_Records for the task_:

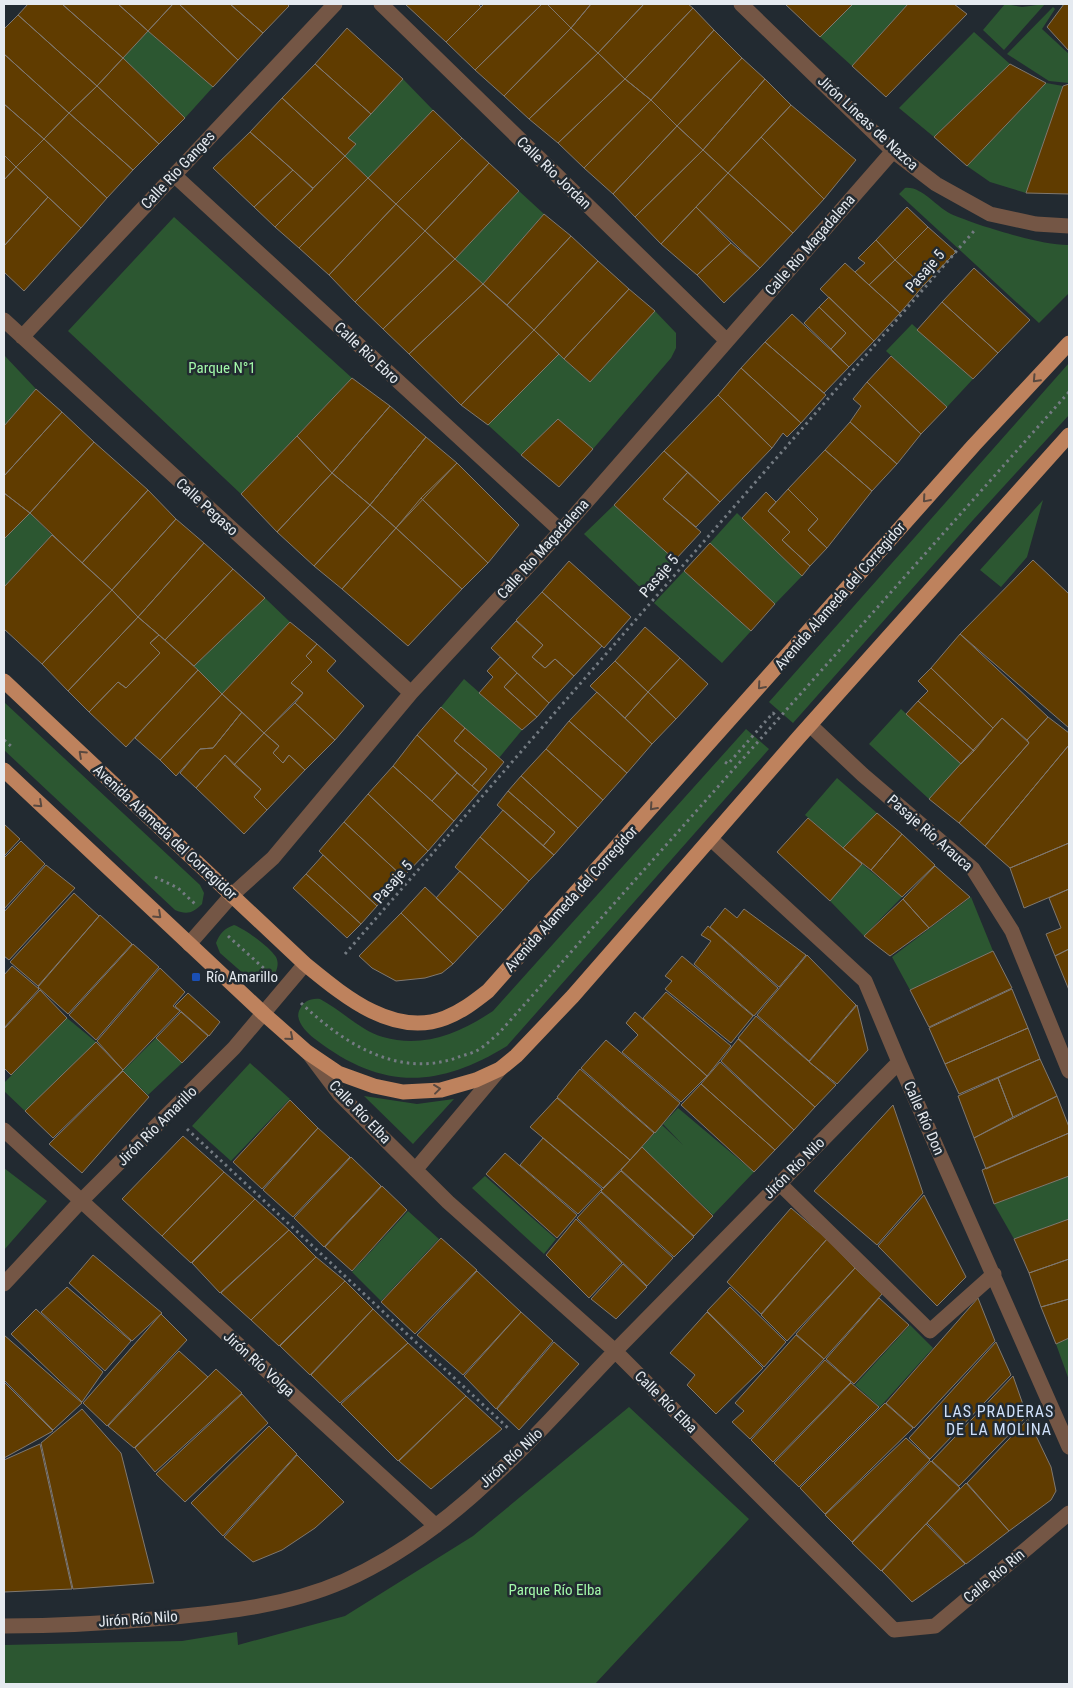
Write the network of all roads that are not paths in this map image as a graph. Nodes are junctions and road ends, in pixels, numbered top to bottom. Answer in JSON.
{"nodes":[{"id":1,"x":335,"y":4,"type":"edge"},
{"id":2,"x":381,"y":4,"type":"edge"},
{"id":3,"x":741,"y":4,"type":"edge"},
{"id":4,"x":894,"y":151,"type":"junction"},
{"id":5,"x":174,"y":175,"type":"junction"},
{"id":6,"x":1069,"y":226,"type":"edge"},
{"id":7,"x":4,"y":320,"type":"edge"},
{"id":8,"x":22,"y":337,"type":"junction"},
{"id":9,"x":727,"y":341,"type":"junction"},
{"id":10,"x":1069,"y":343,"type":"edge"},
{"id":11,"x":1069,"y":435,"type":"edge"},
{"id":12,"x":561,"y":531,"type":"junction"},
{"id":13,"x":4,"y":681,"type":"edge"},
{"id":14,"x":411,"y":693,"type":"junction"},
{"id":15,"x":810,"y":725,"type":"junction"},
{"id":16,"x":4,"y":770,"type":"edge"},
{"id":17,"x":711,"y":839,"type":"junction"},
{"id":18,"x":232,"y":895,"type":"junction"},
{"id":19,"x":189,"y":944,"type":"junction"},
{"id":20,"x":305,"y":964,"type":"junction"},
{"id":21,"x":264,"y":1014,"type":"junction"},
{"id":22,"x":308,"y":1052,"type":"junction"},
{"id":23,"x":899,"y":1062,"type":"junction"},
{"id":24,"x":500,"y":1069,"type":"junction"},
{"id":25,"x":1069,"y":1071,"type":"edge"},
{"id":26,"x":4,"y":1130,"type":"edge"},
{"id":27,"x":416,"y":1169,"type":"junction"},
{"id":28,"x":780,"y":1183,"type":"junction"},
{"id":29,"x":82,"y":1202,"type":"junction"},
{"id":30,"x":994,"y":1274,"type":"junction"},
{"id":31,"x":4,"y":1284,"type":"edge"},
{"id":32,"x":615,"y":1352,"type":"junction"},
{"id":33,"x":1069,"y":1447,"type":"edge"},
{"id":34,"x":1069,"y":1513,"type":"edge"},
{"id":35,"x":436,"y":1526,"type":"junction"},
{"id":36,"x":4,"y":1626,"type":"edge"},
{"id":37,"x":914,"y":1628,"type":"joint"}],
"edges":[{"from":1,"to":5,"type":"street","name":"Calle Rio Ganges"},
{"from":2,"to":9,"type":"street","name":"Calle Rio Jordan"},
{"from":3,"to":4,"type":"street","name":"Jirón Líneas de Nazca"},
{"from":4,"to":6,"type":"street","name":"Jirón Líneas de Nazca"},
{"from":4,"to":9,"type":"street","name":"Calle Rio Magadalena"},
{"from":5,"to":8,"type":"street","name":"Calle Rio Ganges"},
{"from":5,"to":12,"type":"street","name":"Calle Rio Ebro"},
{"from":7,"to":8,"type":"street","name":"Calle Pegaso"},
{"from":8,"to":14,"type":"street","name":"Calle Pegaso"},
{"from":9,"to":12,"type":"street","name":"Calle Rio Magadalena"},
{"from":10,"to":20,"type":"main road","name":"Avenida Alameda del Corregidor","one_way":true},
{"from":11,"to":15,"type":"main road"},
{"from":12,"to":14,"type":"street","name":"Calle Rio Magadalena"},
{"from":18,"to":13,"type":"main road","name":"Avenida Alameda del Corregidor","one_way":true},
{"from":14,"to":18,"type":"street","name":"Calle Rio Magadalena"},
{"from":15,"to":17,"type":"main road"},
{"from":15,"to":25,"type":"street","name":"Pasaje Río Arauca"},
{"from":16,"to":19,"type":"main road","one_way":true},
{"from":17,"to":23,"type":"street","name":"Calle Río Don"},
{"from":17,"to":24,"type":"main road"},
{"from":18,"to":19,"type":"street","name":"Calle Rio Magadalena"},
{"from":18,"to":20,"type":"main road","name":"Avenida Alameda del Corregidor"},
{"from":19,"to":21,"type":"main road"},
{"from":20,"to":21,"type":"street","name":"Jirón Río Amarillo"},
{"from":21,"to":22,"type":"main road","one_way":true},
{"from":21,"to":29,"type":"street","name":"Jirón Río Amarillo"},
{"from":22,"to":24,"type":"main road","one_way":true},
{"from":22,"to":27,"type":"street","name":"Calle Río Elba"},
{"from":23,"to":28,"type":"street","name":"Jirón Río Nilo"},
{"from":23,"to":30,"type":"street","name":"Calle Río Don"},
{"from":24,"to":27,"type":"street"},
{"from":26,"to":29,"type":"street","name":"Jirón Río Volga"},
{"from":27,"to":32,"type":"street","name":"Calle Río Elba"},
{"from":28,"to":30,"type":"street"},
{"from":28,"to":32,"type":"street","name":"Jirón Río Nilo"},
{"from":29,"to":31,"type":"street","name":"Jirón Río Amarillo"},
{"from":29,"to":35,"type":"street","name":"Jirón Río Volga"},
{"from":30,"to":33,"type":"street","name":"Calle Río Don"},
{"from":32,"to":35,"type":"street","name":"Jirón Río Nilo"},
{"from":32,"to":37,"type":"street","name":"Calle Río Elba"},
{"from":34,"to":37,"type":"street","name":"Calle Río Rin"},
{"from":35,"to":36,"type":"street","name":"Jirón Río Nilo"}]}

_What you are asked to do_: Copy each line from the data that features the string "Magadalena".

_Exercise result_:
{"from":4,"to":9,"type":"street","name":"Calle Rio Magadalena"},
{"from":9,"to":12,"type":"street","name":"Calle Rio Magadalena"},
{"from":12,"to":14,"type":"street","name":"Calle Rio Magadalena"},
{"from":14,"to":18,"type":"street","name":"Calle Rio Magadalena"},
{"from":18,"to":19,"type":"street","name":"Calle Rio Magadalena"},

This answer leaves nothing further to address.